Bojong Kulur, garengpetruk.com – Minggu, 4 Mei 2025, warga Bojong Kulur dan Vila Nusa Indah 5 bukan sedang senam pagi atau jalan santai bareng RT. Mereka turun ke jalan dalam Aksi Damai Percepatan Normalisasi Sungai Cileungsi – Cikeas, sambil bawa spanduk, poster, dan semangat membara yang isinya: “Kami Tidak Mau TENGGELAM Lagi!”
Iya, 3000 warga—dari anak kecil sampai embah-embah yang biasanya cuma ngamuk kalau tukang bakso telat—semua turun gunung (dan turun got) demi satu tujuan mulia: banjir minggat, sungai dirapikan, dan pemerintah sadar diri.
Dari Long March ke Longkap Respons
Aksi ini dipimpin oleh Ketua Komunitas Peduli Sungai Cileungsi–Cikeas (KP2C), Bapak Puarman, yang sejak lama lebih aktif mengawasi sungai daripada sebagian pejabat yang ngurusnya justru ngalor-ngidul ke luar kota.
Dengan spanduk gede-gede, warga meneriakkan tuntutan:
“PERCEPATAN Normalisasi Sungai Cileungsi – Cikeas, atau kami bikin perahu sendiri-sendiri!”
Banjir yang rutin mampir kayak utang tetangga ini membuat warga harus jadi “Survivor Bojong Kulur” tiap musim hujan. Rumah berubah jadi kolam renang, motor jadi perahu tempel, dan dapur? Jadi tempat evakuasi mie instan.
Pemerintah, Tolong Jangan Cuma Lihat dari Udara!
Koordinator aksi damai, Syamsudin, menyampaikan Surat Terbuka kepada Presiden RI, Gubernur Jawa Barat, dan Bupati Bogor. Isinya? Permintaan tulus dan agak getir: “Normalisasi sungai jangan ditunda terus kayak gajian PNS!”
Warga merasa selama ini perhatian pemerintah cuma datang saat kampanye atau saat bikin video drone. Padahal yang dibutuhkan bukan angle estetik, tapi excavator dan alat berat buat bersihin lumpur, bukan bersihin citra.
Gareng & Petruk: Air Mengalir, Tapi Tanggung Jawab Kok Mandek?
Petruk, sambil ngelap sepatu yang kemarin sempat tenggelam di ruang tamu, bilang:
“Warga ini bukan minta Disneyland, cuma minta sungai nggak numpang tidur di rumah mereka.”
Gareng, yang baru saja nyebur karena dikira genangan itu kolam lele, nyeletuk:
“Normalisasi bukan proyek, Bro! Ini soal keselamatan. Jangan nunggu warga pasang pelampung sebelum ngasih solusi.”

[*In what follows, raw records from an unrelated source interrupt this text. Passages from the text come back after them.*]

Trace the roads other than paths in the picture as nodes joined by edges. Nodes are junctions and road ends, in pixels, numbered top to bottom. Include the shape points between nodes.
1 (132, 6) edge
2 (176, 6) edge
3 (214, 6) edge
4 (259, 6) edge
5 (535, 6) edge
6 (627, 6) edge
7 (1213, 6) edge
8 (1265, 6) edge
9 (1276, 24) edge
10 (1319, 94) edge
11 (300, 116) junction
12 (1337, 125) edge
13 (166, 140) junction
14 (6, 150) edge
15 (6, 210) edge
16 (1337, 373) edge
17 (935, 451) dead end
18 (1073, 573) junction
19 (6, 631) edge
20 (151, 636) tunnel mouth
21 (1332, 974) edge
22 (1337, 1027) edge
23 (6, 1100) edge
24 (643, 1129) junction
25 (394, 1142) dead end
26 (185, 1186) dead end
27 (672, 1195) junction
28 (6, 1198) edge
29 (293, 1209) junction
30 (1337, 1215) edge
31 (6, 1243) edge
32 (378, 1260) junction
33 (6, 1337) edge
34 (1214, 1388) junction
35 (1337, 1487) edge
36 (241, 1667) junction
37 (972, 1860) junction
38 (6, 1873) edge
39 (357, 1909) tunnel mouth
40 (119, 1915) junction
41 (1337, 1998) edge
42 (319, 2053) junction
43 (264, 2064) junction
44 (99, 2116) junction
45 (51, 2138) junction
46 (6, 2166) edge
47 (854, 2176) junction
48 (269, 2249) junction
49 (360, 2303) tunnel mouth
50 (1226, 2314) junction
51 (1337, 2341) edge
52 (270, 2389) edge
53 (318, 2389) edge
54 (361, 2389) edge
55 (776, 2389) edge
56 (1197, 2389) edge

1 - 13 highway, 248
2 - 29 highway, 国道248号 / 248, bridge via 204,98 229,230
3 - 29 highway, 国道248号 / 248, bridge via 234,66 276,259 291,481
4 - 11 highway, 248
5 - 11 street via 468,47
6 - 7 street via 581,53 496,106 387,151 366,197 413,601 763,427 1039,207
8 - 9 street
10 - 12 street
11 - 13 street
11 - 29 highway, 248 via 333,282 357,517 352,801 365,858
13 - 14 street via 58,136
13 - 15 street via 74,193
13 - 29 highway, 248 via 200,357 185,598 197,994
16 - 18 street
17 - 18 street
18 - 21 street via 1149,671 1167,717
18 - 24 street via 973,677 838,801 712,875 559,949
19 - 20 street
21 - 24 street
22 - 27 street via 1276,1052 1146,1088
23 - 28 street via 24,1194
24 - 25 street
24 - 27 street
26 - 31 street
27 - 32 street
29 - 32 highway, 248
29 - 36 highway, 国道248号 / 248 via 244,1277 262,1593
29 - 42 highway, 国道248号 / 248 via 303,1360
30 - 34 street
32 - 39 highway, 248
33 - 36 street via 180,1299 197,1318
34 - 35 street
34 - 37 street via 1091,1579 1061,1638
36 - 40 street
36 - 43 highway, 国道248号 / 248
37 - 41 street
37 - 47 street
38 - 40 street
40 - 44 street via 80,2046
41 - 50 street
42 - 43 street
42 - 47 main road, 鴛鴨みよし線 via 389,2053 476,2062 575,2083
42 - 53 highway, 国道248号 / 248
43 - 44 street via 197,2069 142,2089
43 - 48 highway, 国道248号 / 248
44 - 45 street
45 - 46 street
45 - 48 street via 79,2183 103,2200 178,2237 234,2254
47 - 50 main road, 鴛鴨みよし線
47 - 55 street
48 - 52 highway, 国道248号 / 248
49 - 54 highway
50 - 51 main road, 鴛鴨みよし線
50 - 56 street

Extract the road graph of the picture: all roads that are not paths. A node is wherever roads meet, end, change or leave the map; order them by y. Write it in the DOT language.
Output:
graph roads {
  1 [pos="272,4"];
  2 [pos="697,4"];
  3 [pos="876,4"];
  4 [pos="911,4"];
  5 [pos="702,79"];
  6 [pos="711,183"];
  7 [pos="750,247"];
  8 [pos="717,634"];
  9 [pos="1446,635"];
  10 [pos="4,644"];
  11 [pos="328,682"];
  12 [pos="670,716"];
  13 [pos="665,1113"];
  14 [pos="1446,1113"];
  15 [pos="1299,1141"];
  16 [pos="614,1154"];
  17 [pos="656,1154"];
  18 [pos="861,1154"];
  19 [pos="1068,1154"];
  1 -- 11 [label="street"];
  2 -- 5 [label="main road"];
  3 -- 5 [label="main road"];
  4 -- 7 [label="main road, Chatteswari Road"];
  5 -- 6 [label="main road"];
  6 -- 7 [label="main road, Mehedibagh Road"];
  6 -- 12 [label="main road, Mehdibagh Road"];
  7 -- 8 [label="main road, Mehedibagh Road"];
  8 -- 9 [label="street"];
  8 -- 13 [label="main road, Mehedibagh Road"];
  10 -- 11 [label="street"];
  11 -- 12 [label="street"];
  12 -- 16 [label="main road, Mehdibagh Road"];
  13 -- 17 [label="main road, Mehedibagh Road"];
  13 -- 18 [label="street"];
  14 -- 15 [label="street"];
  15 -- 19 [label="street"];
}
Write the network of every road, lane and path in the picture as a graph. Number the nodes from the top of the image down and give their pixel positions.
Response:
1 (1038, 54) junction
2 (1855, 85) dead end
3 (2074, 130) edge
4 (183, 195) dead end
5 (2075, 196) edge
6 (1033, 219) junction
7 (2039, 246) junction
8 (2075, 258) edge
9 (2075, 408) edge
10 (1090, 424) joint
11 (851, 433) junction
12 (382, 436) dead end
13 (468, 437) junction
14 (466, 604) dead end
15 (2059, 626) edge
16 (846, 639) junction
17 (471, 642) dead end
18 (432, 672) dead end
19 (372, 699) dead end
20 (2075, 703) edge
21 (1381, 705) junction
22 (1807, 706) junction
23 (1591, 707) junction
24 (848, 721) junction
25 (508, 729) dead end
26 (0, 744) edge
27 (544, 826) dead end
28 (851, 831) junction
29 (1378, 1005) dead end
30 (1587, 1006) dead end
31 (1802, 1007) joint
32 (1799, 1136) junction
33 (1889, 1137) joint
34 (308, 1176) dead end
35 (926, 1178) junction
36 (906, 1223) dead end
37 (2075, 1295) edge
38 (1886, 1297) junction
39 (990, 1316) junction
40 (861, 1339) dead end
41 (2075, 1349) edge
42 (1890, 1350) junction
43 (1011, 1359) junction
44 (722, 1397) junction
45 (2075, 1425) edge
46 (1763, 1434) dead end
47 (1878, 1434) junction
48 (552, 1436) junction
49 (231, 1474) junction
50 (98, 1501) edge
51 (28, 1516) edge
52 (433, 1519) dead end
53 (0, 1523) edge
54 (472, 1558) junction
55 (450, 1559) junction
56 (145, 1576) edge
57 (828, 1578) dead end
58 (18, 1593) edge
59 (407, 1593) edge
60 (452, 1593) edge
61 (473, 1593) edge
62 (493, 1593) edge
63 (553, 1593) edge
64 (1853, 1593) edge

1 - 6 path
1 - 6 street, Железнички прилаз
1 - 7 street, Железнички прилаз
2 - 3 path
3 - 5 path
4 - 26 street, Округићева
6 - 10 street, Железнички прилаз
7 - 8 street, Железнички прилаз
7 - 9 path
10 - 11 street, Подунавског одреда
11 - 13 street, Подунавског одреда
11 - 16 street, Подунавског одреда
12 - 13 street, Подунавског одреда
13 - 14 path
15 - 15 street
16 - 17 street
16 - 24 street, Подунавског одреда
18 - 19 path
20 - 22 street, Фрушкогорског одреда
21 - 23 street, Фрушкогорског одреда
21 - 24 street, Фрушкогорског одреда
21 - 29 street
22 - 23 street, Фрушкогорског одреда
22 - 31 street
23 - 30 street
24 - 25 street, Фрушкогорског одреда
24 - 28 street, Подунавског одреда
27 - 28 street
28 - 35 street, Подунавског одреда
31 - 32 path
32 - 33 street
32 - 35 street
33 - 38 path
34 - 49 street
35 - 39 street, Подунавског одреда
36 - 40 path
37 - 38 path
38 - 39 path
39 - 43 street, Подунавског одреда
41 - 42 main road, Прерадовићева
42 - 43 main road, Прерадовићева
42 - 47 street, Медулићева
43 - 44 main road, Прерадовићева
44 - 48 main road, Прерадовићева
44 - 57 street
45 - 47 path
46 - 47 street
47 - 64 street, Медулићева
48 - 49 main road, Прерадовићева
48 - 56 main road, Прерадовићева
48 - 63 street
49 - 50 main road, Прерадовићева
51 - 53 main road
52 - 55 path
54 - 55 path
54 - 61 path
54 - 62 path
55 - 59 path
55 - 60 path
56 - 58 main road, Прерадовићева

Humor Tragis Ala Vila Nusa Indah
Banyak warga yang kini hafal titik banjir lebih baik daripada titik koordinat rumah sendiri. Setiap kali hujan deras, yang dicek bukan Google Maps, tapi posisi tangga dan rak tinggi buat mindahin TV.
Sungai Cileungsi dan Cikeas pun kini lebih mirip kompetitor Waterboom daripada sungai konservatif. Bedanya, yang ini datangnya tak diundang, perginya pakai korban.
Harapan Masih Mengalir (Tapi Jangan Kayak Sungainya Dong!)
Aksi ini jadi simbol bahwa warga kecil tidak kecil semangatnya. Mereka ingin didengar, bukan disuruh bersabar terus. Dan kalau pemerintah bisa bikin tol dalam waktu cepat, masa normalisasi sungai aja kalah sama drama Korea 16 episode?
Bojong Kulur sudah bersuara. Sekarang, giliran pemerintah jangan pura-pura budeg.
Karena kalau air bisa datang tengah malam, seharusnya solusi juga bisa datang tanpa undangan.
Kami tidak minta istana, cuma minta rumah kami tidak jadi rawa.